Genes That Control Integument Development
Two genes in Arabidopsis illustrate how tightly integument formation is regulated. The gene called INNER NO OUTER (INO) controls outer integument development. When INO is disrupted, the outer integument primordium forms on the wrong side of the ovule and then stops growing entirely. The gene AINTEGUMENTA (ANT) is even more fundamental: mutations in ANT affect the initiation of both integuments, resulting in ovules that are essentially naked.
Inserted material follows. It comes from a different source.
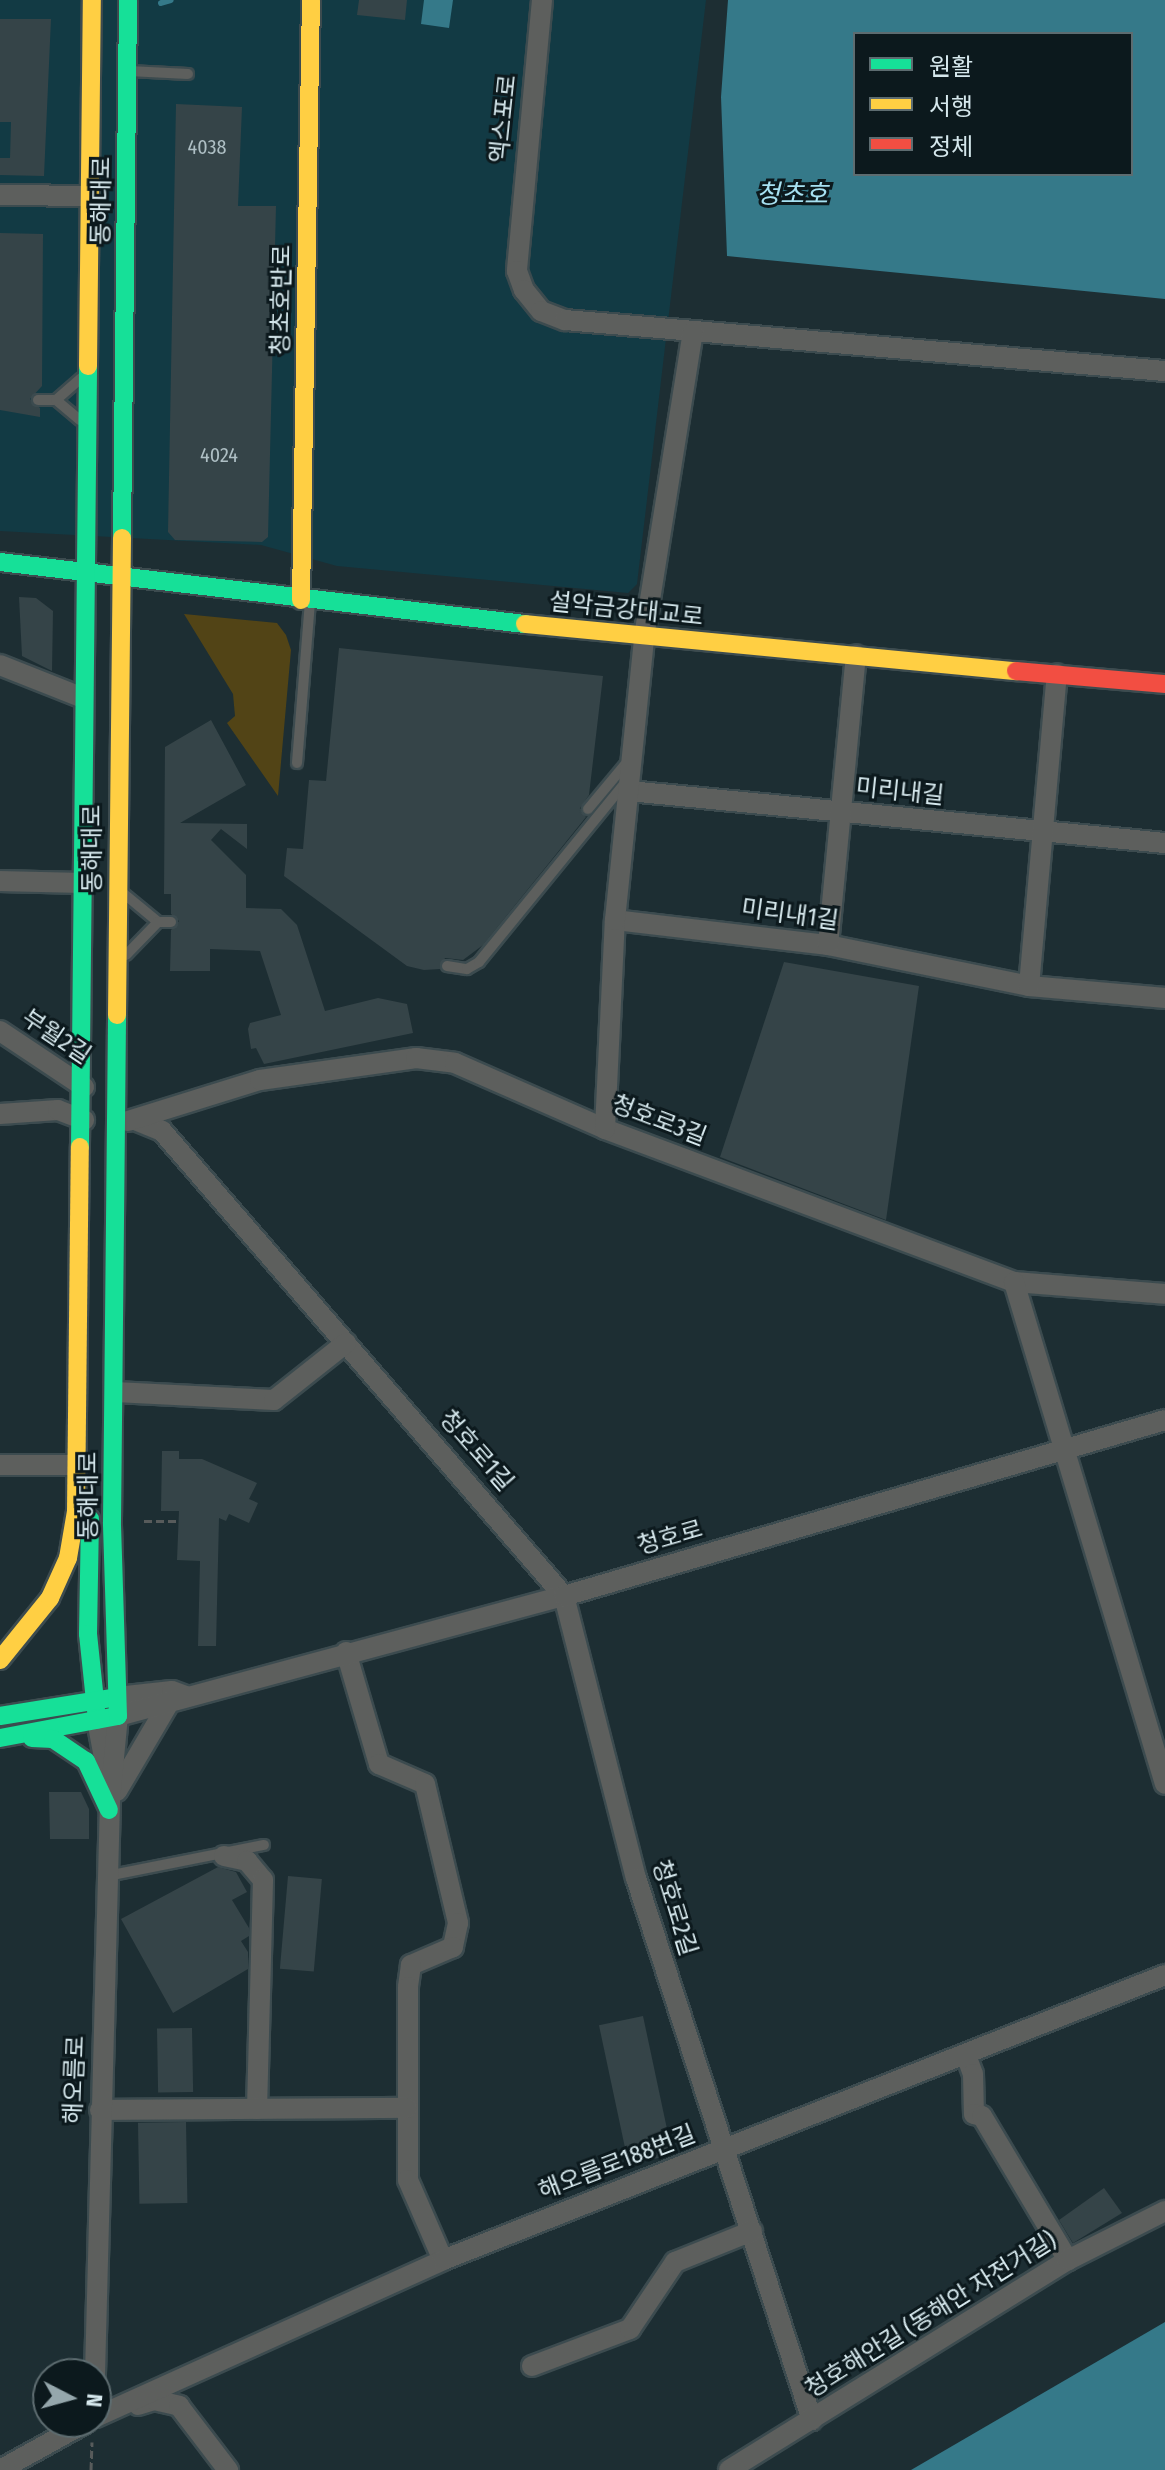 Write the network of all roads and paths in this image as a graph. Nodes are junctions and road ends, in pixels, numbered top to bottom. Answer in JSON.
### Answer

These genetic studies have also informed a broader debate about where integuments came from in the first place. The most widely accepted idea, the telome theory, proposes that integuments evolved through the gradual fusion of sterile branches around an ancient megasporangium (the spore-producing structure). An alternative view, based on developmental genetics, suggests that integuments are not modified versions of pre-existing structures at all but rather novel lateral organs that arose from the meristematic tissue of the nucellus itself.
Integument Development Before Fertilization
Integument growth begins well before pollination. During ovule development, the inner integument primordium appears first, emerging as a ring of tissue around the nucellus. The outer integument follows shortly after. In Arabidopsis, both integuments start as two-cell-layer structures. As the ovule matures through its final pre-fertilization stage, the inner integument gains a third cell layer through a round of cell division in its innermost layer. This gives the ovule its full five-layer integument architecture before the pollen tube even arrives.
This pre-fertilization growth is entirely under maternal genetic control. The integument layers are maternal tissue, genetically identical to the mother plant. It is only after fertilization that the integuments receive signals from the developing endosperm that trigger the next wave of growth and differentiation, eventually transforming them into the seed coat.